What does the data look like after merging these cells and what can we do with it?
“We can cluster the cells visually based on the profile measured, for example by giving them a colour code. In this way, researchers have discovered that there are more than 140 different cells in blood: many more than we had so far thought. Biological insights of this kind will help us to advance, for example in identifying rare cell types that play an essential role in the body's defences.”
Returning to the example of the tumour: how will cancer patients benefit from this new insight?
“If you know that you can screen a complete single cell from a tumour biopsy, you can identify exactly what different types of cell there are in the tumour. You can then adjust your therapy accordingly. If you can analyse the tumour completely, you also know the cocktail of drugs that will be most effective. But it's not simply a case of ‘grabbing the drugs, mixing them together and that's it’: there is also the risk of toxicity when using several drugs.”

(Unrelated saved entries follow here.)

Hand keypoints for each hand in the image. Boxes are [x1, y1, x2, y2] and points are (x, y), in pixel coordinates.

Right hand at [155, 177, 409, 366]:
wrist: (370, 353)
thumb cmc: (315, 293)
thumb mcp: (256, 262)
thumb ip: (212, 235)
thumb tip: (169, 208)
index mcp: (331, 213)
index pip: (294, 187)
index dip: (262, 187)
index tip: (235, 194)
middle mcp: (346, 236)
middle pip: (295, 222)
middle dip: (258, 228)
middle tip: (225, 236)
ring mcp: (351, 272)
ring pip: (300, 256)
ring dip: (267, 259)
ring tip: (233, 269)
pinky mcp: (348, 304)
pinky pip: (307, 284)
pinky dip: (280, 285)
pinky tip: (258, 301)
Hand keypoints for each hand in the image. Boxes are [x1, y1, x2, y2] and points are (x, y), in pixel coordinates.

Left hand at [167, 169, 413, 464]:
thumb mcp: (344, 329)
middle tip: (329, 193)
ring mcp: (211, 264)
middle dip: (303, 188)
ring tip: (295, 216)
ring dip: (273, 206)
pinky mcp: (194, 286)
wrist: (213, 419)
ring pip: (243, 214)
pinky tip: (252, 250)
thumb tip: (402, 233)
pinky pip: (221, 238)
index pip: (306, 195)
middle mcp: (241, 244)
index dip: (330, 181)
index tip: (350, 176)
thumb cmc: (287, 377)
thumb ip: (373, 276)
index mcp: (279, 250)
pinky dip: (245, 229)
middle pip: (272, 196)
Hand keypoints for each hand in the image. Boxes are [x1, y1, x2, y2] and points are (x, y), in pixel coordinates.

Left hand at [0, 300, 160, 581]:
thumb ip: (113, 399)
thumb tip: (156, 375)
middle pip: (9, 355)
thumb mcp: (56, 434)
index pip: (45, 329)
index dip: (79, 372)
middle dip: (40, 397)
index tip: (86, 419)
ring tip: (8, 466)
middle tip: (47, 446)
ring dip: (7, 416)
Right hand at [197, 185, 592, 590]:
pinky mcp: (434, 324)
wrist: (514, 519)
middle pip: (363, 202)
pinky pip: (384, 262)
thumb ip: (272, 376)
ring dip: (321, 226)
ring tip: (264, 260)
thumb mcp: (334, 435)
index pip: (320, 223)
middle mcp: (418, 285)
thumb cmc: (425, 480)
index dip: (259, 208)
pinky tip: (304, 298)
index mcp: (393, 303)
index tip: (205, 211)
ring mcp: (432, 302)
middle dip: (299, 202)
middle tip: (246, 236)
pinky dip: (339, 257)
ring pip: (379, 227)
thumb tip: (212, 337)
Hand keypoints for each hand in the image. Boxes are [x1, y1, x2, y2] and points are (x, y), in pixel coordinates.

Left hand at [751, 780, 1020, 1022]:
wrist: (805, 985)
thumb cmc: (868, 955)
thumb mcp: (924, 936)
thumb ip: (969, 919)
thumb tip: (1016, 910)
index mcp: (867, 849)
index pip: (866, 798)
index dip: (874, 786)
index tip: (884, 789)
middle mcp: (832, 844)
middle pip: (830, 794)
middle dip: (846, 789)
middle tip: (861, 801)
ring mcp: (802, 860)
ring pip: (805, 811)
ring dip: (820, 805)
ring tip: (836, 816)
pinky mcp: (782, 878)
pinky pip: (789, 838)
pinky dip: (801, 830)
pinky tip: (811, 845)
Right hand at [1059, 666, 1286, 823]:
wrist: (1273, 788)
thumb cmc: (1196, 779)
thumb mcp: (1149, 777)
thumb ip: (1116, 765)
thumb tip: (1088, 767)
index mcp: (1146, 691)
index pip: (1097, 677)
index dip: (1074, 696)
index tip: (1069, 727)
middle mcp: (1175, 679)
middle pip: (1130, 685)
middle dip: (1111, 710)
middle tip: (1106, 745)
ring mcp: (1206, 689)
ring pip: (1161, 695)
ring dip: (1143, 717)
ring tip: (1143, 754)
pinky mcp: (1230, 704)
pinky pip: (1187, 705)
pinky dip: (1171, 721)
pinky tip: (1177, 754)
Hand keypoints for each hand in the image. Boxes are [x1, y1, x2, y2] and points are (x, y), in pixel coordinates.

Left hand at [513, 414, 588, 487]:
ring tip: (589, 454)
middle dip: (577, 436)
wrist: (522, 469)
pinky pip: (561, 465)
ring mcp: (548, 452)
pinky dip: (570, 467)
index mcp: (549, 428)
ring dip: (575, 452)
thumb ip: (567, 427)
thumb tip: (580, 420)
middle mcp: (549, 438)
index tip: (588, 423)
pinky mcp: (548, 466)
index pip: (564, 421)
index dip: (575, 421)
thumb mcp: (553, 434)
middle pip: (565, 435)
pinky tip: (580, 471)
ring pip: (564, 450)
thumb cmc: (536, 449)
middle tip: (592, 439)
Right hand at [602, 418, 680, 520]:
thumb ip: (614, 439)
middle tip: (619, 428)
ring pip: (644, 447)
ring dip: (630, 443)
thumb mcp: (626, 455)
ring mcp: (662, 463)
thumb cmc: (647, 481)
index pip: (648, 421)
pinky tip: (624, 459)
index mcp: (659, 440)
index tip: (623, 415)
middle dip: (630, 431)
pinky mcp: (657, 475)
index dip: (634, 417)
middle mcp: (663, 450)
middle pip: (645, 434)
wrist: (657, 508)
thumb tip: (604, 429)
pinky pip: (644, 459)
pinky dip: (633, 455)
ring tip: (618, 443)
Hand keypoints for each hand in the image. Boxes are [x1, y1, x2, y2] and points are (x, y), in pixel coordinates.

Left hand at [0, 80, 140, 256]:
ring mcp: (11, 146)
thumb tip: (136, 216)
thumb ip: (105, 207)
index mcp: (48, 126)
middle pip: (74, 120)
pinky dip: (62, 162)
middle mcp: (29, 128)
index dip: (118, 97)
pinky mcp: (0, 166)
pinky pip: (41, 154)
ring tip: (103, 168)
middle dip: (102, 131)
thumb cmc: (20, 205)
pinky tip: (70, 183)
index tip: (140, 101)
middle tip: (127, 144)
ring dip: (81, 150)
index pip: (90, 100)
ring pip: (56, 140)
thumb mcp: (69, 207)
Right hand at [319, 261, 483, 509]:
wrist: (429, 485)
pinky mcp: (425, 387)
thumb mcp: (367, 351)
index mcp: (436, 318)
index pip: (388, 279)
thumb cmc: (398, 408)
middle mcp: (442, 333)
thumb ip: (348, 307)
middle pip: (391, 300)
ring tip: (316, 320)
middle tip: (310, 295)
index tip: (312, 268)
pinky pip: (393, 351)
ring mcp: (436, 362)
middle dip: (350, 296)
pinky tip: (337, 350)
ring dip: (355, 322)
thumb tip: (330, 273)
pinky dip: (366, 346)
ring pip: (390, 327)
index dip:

How do you envisage the future, in view of all these developments?
“I believe that in some ten years time, single cell data will enable us to gain a greater understanding of pathological processes and large parts of the body. There are already some major initiatives, such as the Cancer Genome Atlas, bringing together all data about cancer. The entire human brain has already been mapped using this method. The next step is the whole human body. This helps us to learn: what the body is, what it's made up of, what can go wrong and what possibilities there are to intervene. These systems are also in development, a major example of which is CRISPR-CAS: it can be used to make very targeted changes to genetic material. So if you know that you have a mutation that increases your chance of breast cancer, you don't need to remove the breast, but can have the cells genetically repaired. The technology is there and we can use it to improve health. We mustn't close our eyes to the potential and shout that we shouldn't be using it. It will happen in the end anyway, so it's better if we approach it positively.”